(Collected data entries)
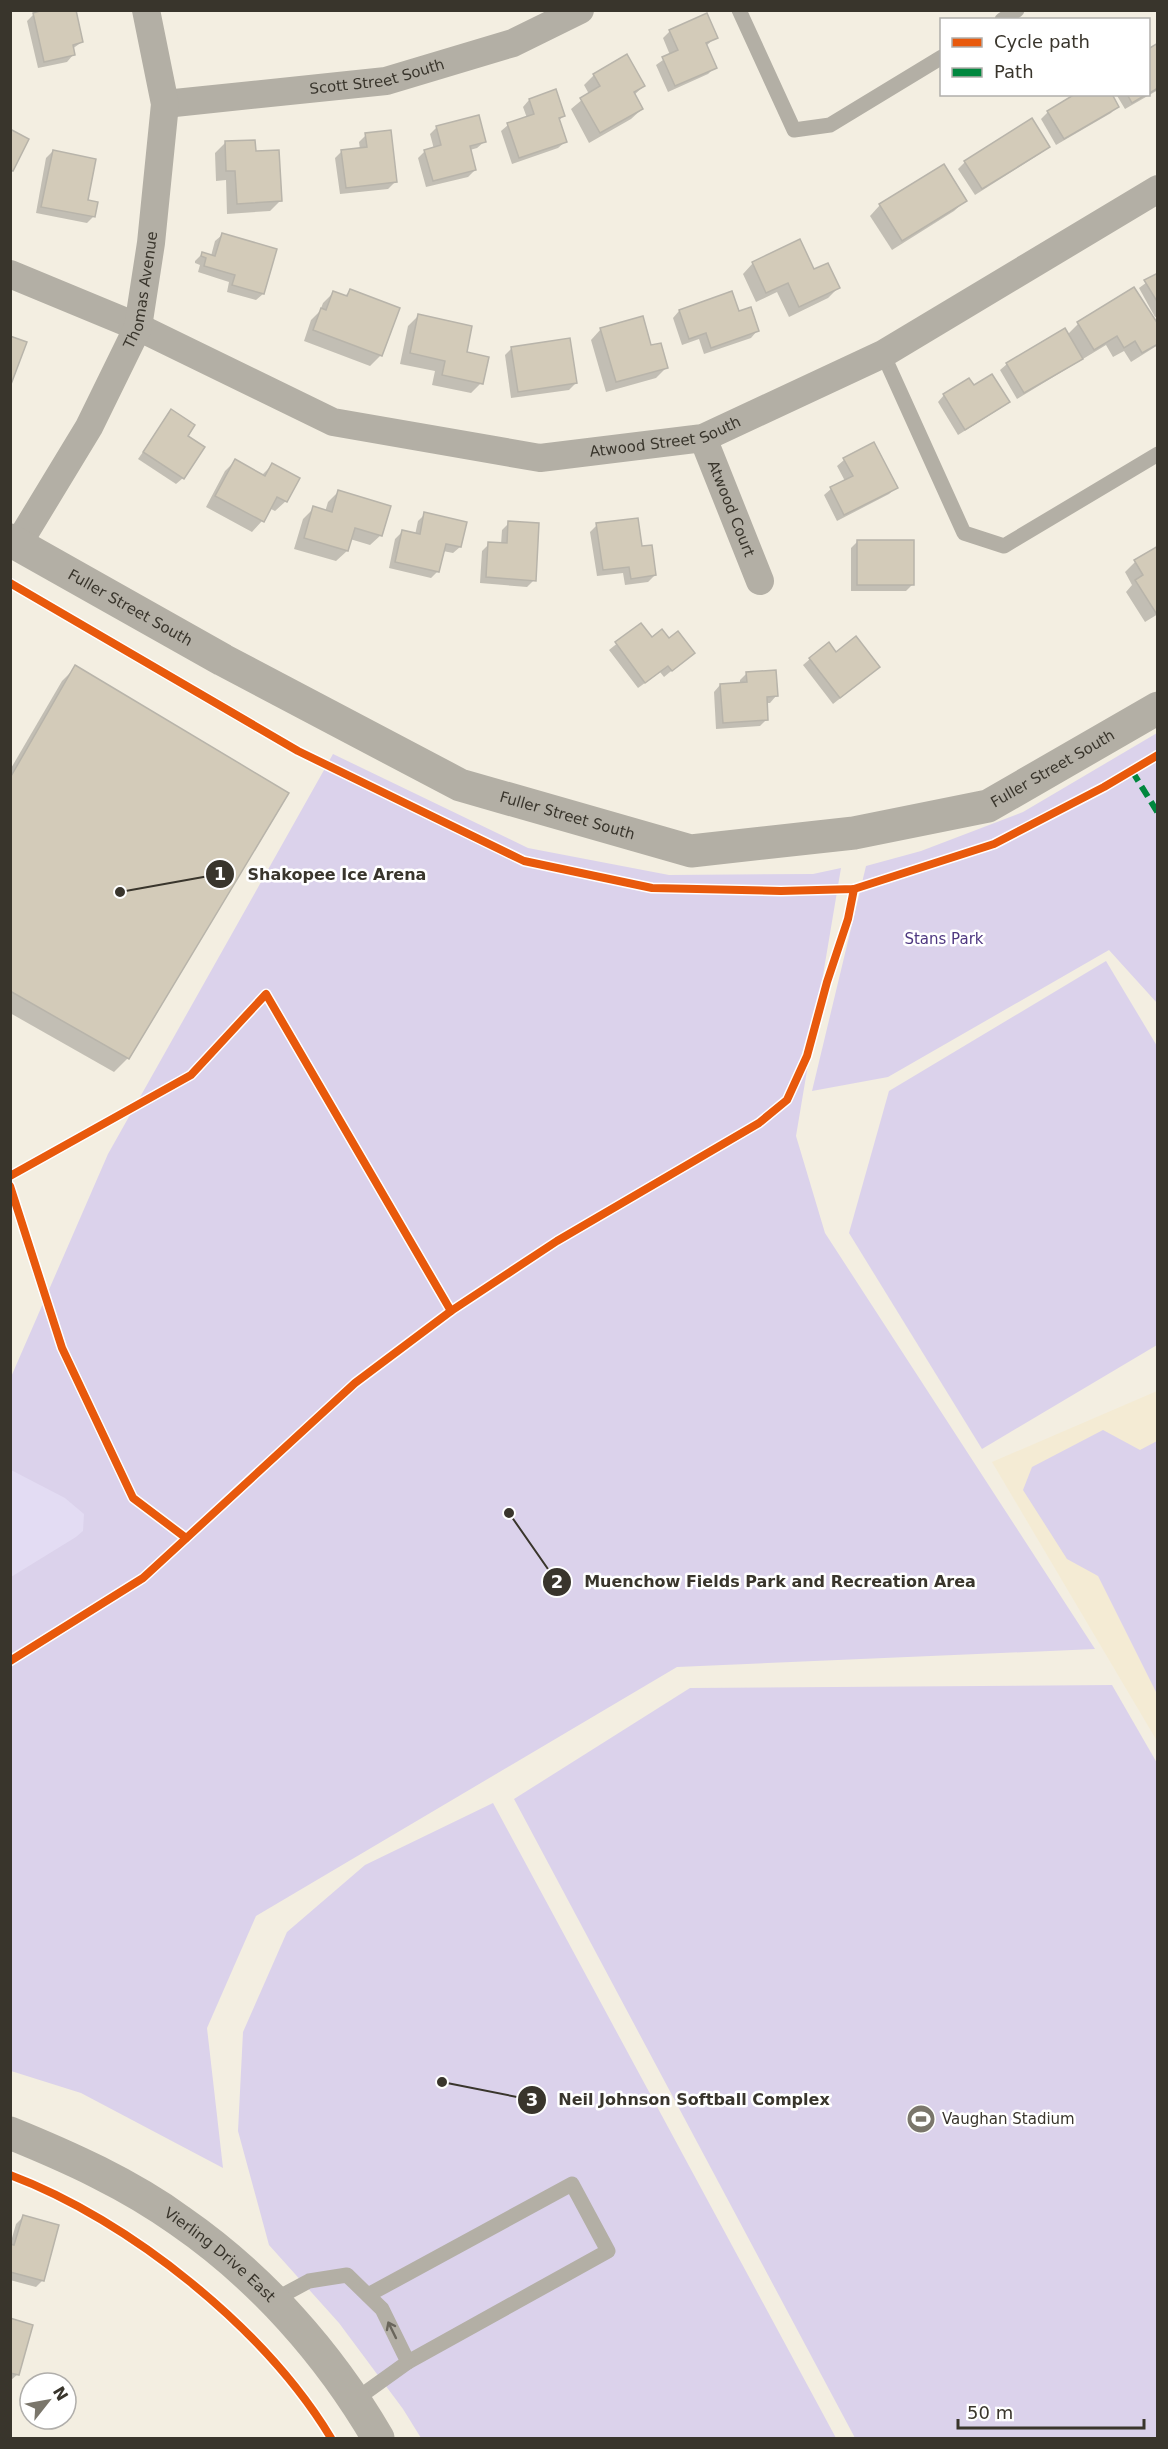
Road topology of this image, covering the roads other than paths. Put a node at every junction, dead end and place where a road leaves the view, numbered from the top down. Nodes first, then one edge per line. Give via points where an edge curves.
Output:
1 (146, 10) edge
2 (580, 10) edge
3 (739, 10) edge
4 (940, 58) edge
5 (165, 104) junction
6 (1158, 189) edge
7 (10, 274) edge
8 (138, 327) junction
9 (883, 354) junction
10 (703, 438) junction
11 (1158, 454) edge
12 (13, 547) edge
13 (760, 581) dead end
14 (1158, 708) edge
15 (10, 2133) edge
16 (368, 2295) junction
17 (272, 2301) junction
18 (408, 2362) junction
19 (355, 2400) junction
20 (378, 2439) edge

1 - 5 street, Thomas Avenue
2 - 5 street, Scott Street South via 513,43 386,81
3 - 4 lane via 794,130 831,125
5 - 8 street, Thomas Avenue
6 - 9 street, Atwood Street South
7 - 8 street, Atwood Street South
8 - 10 street, Atwood Street South via 333,422 540,458
8 - 12 street, Thomas Avenue via 89,427
9 - 10 street, Atwood Street South
9 - 11 lane via 964,533 1004,546
10 - 13 street, Atwood Court
12 - 14 street, Fuller Street South via 460,785 691,851 854,832 988,806
15 - 17 street, Vierling Drive East via 115,2181 180,2220 232,2261
16 - 17 lane via 347,2275 309,2281
18 -> 16 lane via 382,2309
16 - 18 lane via 572,2184 608,2251
17 - 19 street, Vierling Drive East
18 - 19 lane
19 - 20 street, Vierling Drive East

→ **Brief**:
Restate each record from above word for word, excluding any picture it holds.

→ **Task result**:
Road topology of this image, covering the roads other than paths. Put a node at every junction, dead end and place where a road leaves the view, numbered from the top down. Nodes first, then one edge per line. Give via points where an edge curves.
Output:
1 (146, 10) edge
2 (580, 10) edge
3 (739, 10) edge
4 (940, 58) edge
5 (165, 104) junction
6 (1158, 189) edge
7 (10, 274) edge
8 (138, 327) junction
9 (883, 354) junction
10 (703, 438) junction
11 (1158, 454) edge
12 (13, 547) edge
13 (760, 581) dead end
14 (1158, 708) edge
15 (10, 2133) edge
16 (368, 2295) junction
17 (272, 2301) junction
18 (408, 2362) junction
19 (355, 2400) junction
20 (378, 2439) edge

1 - 5 street, Thomas Avenue
2 - 5 street, Scott Street South via 513,43 386,81
3 - 4 lane via 794,130 831,125
5 - 8 street, Thomas Avenue
6 - 9 street, Atwood Street South
7 - 8 street, Atwood Street South
8 - 10 street, Atwood Street South via 333,422 540,458
8 - 12 street, Thomas Avenue via 89,427
9 - 10 street, Atwood Street South
9 - 11 lane via 964,533 1004,546
10 - 13 street, Atwood Court
12 - 14 street, Fuller Street South via 460,785 691,851 854,832 988,806
15 - 17 street, Vierling Drive East via 115,2181 180,2220 232,2261
16 - 17 lane via 347,2275 309,2281
18 -> 16 lane via 382,2309
16 - 18 lane via 572,2184 608,2251
17 - 19 street, Vierling Drive East
18 - 19 lane
19 - 20 street, Vierling Drive East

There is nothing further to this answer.